This stool rocks: the first design released by Fabsie.

Fabsie is a new platform that could revolutionise the way we design and manufacture furniture. Here is how it works: a designer uploads a CAD file of one of their wooden furniture designs, say a chair; it is reviewed by a team of designers at Fabsie and, if they like it, it’s advertised on their site; when a customer wants to buy the chair, Fabsie will send the CAD file to a CNC (3D cutting) machine workshop near to their home where it is downloaded and the parts cut out of plywood; the customer can then collect the parts (or have it delivered) and assemble the piece of furniture at home.

Bespoke cutting

Customers also have the ability to customize the design, making a bespoke product that won’t cost the earth. Designer and co-founder of Fabise, James McBennett, says, “It really democratizes the bespoke.” So, for example, if you want to buy bookshelves that fit exactly within the parameters of your living room, you can simply email the measurements, which can then be incorporated into the CAD file before it is sent to the CNC machine.
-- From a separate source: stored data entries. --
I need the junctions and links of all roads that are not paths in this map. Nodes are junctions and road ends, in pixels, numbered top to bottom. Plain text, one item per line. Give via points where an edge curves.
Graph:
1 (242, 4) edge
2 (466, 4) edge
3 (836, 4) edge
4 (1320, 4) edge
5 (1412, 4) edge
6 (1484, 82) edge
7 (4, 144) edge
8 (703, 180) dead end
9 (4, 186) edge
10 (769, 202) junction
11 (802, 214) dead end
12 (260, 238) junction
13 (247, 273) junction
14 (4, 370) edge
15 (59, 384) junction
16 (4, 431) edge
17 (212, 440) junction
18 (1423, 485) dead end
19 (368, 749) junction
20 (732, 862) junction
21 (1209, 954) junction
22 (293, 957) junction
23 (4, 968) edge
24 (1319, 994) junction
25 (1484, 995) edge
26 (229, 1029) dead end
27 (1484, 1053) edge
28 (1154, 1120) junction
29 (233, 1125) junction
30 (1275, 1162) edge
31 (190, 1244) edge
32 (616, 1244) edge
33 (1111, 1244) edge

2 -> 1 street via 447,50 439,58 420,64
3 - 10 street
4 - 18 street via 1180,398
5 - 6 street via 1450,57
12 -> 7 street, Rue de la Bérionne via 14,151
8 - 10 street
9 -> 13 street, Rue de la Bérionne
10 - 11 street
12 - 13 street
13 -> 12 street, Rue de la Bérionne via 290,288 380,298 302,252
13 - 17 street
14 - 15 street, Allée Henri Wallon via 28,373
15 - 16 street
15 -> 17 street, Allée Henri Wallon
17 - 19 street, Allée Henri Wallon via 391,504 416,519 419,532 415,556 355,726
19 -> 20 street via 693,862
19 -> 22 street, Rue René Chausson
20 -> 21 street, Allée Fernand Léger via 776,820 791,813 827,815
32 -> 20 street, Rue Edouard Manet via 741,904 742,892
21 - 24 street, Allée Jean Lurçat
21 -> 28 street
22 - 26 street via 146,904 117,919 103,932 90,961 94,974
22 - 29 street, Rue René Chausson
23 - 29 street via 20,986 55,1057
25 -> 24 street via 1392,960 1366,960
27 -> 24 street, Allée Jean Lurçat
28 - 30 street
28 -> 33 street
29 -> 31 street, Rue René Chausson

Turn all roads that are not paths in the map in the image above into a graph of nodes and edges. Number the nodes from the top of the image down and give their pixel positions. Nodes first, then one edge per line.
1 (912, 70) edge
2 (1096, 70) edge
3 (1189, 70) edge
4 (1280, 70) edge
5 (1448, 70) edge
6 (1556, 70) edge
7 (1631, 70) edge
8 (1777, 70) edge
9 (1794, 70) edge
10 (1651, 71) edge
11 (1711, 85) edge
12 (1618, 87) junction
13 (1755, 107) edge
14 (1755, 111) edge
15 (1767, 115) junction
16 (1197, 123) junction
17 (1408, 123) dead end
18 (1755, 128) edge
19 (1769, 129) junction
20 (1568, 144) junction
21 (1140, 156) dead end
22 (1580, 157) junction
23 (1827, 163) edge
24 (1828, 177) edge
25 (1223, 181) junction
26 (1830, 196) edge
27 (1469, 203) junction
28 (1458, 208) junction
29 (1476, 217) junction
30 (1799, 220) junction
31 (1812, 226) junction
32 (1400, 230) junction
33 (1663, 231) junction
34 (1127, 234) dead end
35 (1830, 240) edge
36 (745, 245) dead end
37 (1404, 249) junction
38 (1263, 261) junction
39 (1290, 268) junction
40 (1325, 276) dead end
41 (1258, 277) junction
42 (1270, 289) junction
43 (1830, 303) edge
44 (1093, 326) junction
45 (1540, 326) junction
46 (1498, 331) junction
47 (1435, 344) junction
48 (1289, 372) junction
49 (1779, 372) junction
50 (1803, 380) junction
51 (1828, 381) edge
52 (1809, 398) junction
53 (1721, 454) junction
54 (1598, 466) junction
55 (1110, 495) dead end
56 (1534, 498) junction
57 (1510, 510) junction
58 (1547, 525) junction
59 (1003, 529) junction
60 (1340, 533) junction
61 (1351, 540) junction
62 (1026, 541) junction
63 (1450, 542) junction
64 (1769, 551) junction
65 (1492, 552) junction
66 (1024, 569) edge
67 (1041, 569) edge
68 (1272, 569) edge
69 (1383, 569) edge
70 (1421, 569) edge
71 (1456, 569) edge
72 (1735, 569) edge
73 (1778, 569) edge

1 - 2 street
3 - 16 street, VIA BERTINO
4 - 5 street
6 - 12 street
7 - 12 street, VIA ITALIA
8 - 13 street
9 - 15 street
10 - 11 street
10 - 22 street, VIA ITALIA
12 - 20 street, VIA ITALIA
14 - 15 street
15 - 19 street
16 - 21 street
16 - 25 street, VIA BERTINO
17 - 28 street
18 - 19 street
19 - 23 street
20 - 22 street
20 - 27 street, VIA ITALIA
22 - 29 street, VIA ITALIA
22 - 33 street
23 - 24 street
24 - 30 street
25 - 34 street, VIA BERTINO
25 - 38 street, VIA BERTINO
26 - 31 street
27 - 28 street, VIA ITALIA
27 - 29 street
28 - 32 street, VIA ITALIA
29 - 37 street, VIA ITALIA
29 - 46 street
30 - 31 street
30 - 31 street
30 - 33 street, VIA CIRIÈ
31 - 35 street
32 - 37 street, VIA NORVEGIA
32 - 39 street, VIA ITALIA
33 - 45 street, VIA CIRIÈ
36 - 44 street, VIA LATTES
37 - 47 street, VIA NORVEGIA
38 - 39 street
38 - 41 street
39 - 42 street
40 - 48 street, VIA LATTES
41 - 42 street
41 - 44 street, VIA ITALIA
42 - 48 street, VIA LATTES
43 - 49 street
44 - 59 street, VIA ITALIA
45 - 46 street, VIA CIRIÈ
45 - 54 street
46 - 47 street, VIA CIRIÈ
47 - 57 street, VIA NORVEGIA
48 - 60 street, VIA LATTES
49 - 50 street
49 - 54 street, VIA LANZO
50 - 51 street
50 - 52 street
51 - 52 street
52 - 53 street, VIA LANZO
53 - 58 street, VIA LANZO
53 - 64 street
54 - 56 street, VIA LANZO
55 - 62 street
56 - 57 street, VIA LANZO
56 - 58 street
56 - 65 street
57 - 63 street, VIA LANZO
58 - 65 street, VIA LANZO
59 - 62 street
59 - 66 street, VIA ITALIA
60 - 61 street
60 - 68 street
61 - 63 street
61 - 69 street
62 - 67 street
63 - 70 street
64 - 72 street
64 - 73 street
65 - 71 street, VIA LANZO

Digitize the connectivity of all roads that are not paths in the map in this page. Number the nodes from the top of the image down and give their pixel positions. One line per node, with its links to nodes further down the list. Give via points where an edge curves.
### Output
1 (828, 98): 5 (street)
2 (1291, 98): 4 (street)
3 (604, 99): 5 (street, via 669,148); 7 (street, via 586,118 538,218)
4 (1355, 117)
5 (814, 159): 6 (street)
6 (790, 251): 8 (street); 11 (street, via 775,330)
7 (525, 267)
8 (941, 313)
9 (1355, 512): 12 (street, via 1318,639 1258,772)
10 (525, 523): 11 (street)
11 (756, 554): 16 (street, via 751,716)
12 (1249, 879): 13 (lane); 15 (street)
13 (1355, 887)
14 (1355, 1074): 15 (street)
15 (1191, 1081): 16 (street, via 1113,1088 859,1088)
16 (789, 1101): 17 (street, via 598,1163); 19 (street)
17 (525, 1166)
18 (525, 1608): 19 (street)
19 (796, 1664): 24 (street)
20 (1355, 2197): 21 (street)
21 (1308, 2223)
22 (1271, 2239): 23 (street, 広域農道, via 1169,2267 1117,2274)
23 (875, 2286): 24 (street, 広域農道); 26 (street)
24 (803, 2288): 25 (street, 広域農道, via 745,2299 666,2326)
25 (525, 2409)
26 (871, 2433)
As McBennett says, “It is something that all those old industrial manufacturing companies just can’t do.”

Cantilever chair designed by James McBennett.

He continues, “We’ve had requests from people saying, ‘can we make it taller for somebody who is 6ft 5”’ or, ‘can we make it smaller for our kids,’ by parents who want their children to improve their posture and we can switch those dimensions easily so the stool can fit perfectly in people’s homes.”

Mass personalisation is the innovation of the twenty-first century

McBennett himself has designed Fabsie’s first piece of furniture – a rocking stool made up of three parts, which can be assembled in less than ten seconds. They are looking to raise money for Fabsie by crowdfunding on Kickstarter, where, if you pledge a certain amount, they will send you a stool with your name or company logo carved into it.

Availability

What makes this business plan possible is the growing availability of CNC routers. McBennett says, “CNC machines are nothing new but the sharp drop in price for a machine is completely radically new.”

The Martine Table can be assembled in 10 seconds.

Not only does that mean there will be a rise in the number of CNC workshops but also, in the not too distant future, the customer might own a domestic version of the machine. This way people could download the CAD file and cut their own furniture at home.

CNC, which stands for computer numerical control, is a system that allows for precise, automated cutting and drilling in three dimensions. It is very similar to 3D printing in this way but, unlike the latter which is still at a specialist or hobbyist stage, CNC machines have been used in the manufacturing process since the 1970s. In fact, most people will have come into contact with a product that has been created using one of these machines – if you own an Apple Macbook, for example, the unibody aluminium casing was created using one of these routers.

On a CNC machine you can make a dining room table in a couple of minutes

Mass personalisation

It is the availability of these machines and the ease with which designs can be personalised with the arrival of a platform such as Fabsie that will transform the way we manufacture. McBennett notes, “Mass production was the innovation of the twentieth century; mass personalisation is the innovation of the twenty-first century.”

Interestingly, McBennett believes that it is 3D cutting and not 3D printing that is going to change the manufacturing landscape. Currently, 3D cutters are way ahead of the printers in terms of what they can do. McBennett says, “It can take a couple of hours to make a small earring on a 3D printer, whereas on a CNC machine you can make a dining room table in a couple of minutes.”

If Fabsie piques your curiosity go to their Kickstarter page here. With 30 days to go they have already raised nearly £9,000 of the £25,000 target.


 

The End
  • Guest

    There’s many companies doing CNC furniture at the moment! Some would offer just CNC cutting, some would also offer advice… Designers have been there for ages. Don’t see anything innovative here, apart from the effort to open it to the masses, which won’t probably know how to make the drawings needed…

    • Anonymous

      Hi, as I was saying, CNC machines have been used for a while. What is interesting about Fabsie is that it opens it up to designers at one end, who can submit their CAD files and, perhaps more importantly, it allows the customer to customize the design to suit their needs the other end. It is this dialogue between the parties that makes this platform fairly unique.